The trick, with this quote in mind, is to track your calories. I am by no means a diet aficionado, but I will say tracking my calories allowed me to cheat more often than I probably should have. The Fitbit really played into this as it allowed me to not only log my entire day’s worth of activity, my exercise, and my sleep habits, but it also gave me an idea of how many more calories I could eat and still achieve my weekly goal of a pound of weight loss.
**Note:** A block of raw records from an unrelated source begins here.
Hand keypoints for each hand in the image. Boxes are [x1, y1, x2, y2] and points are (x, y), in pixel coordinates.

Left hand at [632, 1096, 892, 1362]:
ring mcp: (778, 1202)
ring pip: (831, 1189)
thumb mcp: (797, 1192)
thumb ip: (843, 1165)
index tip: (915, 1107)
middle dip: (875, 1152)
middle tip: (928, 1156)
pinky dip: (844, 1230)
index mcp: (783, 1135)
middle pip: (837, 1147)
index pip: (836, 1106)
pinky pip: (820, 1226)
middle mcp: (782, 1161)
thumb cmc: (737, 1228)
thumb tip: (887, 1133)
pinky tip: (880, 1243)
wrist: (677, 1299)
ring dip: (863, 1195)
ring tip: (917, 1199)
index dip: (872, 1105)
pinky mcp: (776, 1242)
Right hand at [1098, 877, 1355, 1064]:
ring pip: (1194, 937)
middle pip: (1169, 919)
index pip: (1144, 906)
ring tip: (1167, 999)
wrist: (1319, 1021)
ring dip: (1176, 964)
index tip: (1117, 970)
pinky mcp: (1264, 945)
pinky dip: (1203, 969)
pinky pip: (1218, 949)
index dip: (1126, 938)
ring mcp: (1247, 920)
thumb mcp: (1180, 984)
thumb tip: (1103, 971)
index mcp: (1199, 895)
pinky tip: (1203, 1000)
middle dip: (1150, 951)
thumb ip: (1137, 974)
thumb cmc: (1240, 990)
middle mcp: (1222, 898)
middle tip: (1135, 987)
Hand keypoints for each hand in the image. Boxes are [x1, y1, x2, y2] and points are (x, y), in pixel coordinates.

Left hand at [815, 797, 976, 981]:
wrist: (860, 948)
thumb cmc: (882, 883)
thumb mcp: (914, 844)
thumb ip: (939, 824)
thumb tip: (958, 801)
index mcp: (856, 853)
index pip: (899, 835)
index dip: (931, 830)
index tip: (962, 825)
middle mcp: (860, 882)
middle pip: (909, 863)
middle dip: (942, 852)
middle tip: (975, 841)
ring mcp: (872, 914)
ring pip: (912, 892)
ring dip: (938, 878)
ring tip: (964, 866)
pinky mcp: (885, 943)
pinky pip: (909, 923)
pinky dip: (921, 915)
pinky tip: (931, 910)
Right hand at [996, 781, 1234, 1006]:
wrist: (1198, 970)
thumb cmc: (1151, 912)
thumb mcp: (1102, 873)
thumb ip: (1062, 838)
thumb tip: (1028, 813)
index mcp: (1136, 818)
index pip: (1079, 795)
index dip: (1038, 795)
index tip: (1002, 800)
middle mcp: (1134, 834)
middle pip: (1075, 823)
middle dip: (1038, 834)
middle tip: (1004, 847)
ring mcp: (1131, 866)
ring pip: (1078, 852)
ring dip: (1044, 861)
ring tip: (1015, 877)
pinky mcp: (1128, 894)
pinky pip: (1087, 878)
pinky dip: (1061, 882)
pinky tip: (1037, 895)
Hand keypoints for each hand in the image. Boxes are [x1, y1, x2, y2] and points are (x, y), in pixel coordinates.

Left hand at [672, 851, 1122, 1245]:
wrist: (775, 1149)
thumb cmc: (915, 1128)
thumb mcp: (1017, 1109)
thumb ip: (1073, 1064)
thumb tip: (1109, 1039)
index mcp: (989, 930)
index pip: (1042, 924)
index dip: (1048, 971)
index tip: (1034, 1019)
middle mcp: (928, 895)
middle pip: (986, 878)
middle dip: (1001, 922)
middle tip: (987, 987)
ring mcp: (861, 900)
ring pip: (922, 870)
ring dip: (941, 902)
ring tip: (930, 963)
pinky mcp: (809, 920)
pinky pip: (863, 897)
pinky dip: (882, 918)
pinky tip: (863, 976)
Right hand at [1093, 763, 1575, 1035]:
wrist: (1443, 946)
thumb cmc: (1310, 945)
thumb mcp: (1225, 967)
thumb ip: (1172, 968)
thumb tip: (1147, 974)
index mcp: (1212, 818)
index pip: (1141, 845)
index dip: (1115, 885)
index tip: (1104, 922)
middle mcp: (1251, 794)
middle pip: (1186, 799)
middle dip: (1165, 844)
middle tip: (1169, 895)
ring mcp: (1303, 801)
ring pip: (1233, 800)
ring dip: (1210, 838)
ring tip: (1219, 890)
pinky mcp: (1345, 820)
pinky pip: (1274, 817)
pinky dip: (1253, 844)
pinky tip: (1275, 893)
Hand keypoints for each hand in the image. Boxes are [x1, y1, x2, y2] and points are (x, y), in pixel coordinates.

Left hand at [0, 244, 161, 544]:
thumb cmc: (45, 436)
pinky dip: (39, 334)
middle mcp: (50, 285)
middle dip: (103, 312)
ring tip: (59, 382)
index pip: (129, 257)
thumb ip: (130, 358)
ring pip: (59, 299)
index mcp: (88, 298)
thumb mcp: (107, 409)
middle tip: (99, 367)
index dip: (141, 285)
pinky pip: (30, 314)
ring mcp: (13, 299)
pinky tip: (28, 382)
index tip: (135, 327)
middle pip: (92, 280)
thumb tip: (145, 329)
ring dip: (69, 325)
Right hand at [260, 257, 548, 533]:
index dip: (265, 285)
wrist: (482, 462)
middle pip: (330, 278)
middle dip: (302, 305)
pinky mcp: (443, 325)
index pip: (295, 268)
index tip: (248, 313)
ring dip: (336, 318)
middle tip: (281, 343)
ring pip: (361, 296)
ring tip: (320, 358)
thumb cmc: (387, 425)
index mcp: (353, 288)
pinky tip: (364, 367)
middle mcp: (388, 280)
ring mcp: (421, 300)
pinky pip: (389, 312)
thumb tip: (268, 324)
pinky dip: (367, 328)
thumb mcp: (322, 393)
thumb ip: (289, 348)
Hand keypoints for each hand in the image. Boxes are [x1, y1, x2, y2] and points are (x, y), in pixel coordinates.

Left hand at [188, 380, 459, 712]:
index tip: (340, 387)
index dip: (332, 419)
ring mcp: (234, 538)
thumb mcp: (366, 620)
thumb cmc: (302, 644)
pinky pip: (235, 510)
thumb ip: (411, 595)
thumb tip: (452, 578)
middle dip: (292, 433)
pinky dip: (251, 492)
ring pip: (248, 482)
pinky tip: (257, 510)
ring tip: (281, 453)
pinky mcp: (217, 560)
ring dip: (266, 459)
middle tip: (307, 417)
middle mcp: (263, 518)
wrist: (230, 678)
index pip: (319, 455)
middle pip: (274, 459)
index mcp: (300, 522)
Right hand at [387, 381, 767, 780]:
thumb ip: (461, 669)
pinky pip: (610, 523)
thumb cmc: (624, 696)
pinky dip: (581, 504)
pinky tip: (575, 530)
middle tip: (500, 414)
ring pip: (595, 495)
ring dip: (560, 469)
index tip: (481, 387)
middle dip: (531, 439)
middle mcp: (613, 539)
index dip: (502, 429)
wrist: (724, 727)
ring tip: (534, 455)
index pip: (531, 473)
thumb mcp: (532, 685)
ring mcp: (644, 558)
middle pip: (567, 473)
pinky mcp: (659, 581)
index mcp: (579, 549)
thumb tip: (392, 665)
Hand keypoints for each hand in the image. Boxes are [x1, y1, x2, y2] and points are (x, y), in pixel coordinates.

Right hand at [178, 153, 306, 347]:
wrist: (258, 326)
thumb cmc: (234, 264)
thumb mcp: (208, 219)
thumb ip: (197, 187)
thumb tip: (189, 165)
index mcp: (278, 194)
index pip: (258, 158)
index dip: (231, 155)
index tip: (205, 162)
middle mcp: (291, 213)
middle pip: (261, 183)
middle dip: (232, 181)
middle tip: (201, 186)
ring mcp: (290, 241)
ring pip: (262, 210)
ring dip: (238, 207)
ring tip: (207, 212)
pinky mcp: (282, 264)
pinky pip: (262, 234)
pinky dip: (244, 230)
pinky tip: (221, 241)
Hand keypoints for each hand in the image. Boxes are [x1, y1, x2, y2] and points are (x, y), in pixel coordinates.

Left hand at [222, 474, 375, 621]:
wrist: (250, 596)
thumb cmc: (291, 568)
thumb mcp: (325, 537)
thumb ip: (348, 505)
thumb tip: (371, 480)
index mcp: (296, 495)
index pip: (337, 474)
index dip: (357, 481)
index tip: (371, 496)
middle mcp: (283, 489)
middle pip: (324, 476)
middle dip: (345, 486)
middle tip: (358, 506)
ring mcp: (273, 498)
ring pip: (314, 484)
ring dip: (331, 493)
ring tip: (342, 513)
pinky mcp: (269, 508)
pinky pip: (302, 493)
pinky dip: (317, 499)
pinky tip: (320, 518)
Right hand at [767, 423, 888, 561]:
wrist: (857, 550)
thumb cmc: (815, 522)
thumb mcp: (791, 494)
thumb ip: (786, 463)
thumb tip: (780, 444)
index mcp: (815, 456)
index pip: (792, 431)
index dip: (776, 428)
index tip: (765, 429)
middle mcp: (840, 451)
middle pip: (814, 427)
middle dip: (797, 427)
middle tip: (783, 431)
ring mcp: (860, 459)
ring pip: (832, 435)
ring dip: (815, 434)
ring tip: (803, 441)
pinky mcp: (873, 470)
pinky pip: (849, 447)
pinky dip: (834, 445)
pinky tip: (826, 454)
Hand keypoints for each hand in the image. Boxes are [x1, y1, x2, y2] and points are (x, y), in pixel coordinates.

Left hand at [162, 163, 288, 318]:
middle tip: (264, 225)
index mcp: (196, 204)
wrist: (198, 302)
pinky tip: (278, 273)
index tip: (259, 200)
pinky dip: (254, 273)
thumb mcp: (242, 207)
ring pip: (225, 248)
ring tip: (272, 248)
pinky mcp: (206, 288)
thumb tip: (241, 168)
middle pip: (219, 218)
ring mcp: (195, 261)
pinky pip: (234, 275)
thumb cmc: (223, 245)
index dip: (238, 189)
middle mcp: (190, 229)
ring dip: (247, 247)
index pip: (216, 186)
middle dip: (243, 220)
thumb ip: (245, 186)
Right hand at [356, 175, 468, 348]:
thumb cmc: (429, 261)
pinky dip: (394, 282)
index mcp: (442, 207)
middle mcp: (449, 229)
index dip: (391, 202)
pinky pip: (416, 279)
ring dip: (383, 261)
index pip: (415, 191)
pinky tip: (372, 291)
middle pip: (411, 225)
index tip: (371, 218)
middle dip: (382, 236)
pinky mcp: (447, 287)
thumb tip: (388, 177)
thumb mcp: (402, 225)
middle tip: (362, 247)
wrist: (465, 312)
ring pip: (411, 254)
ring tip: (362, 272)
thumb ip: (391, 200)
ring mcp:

Anyone who is really trying to lose weight should think about investing in an activity tracker such as the Fitbit or other similar tool (e.g., BodyBugg, Jawbone Up, or the upcoming Nike FuelBand), as it will help in more ways can be imagined.
Now that I have explained my reasoning, without further ado, I bring to you the first “This is Why We Run”. In this series, we will share one of the tasty, fattening, calorie-rich things we have gotten to eat during our weight loss journey, all thanks to running!
The Clogger is one of the most amazing burgers I have ever had in my entire life. This treasure is to be found at Lulu’s in Kailua Kona, Hawaii. This beautiful treasure touts a 1/2 pound burger patty deep-fried in a thick beer batter, with lettuce, tomato, bacon, gravy, and nacho cheese sauce. This monstrosity (with fries) weighs in at roughly 1500 calories. In order to break even on the calories with this behemoth you would need to run, assuming the average calorie burn for men is 124 calories per mile, 12 miles.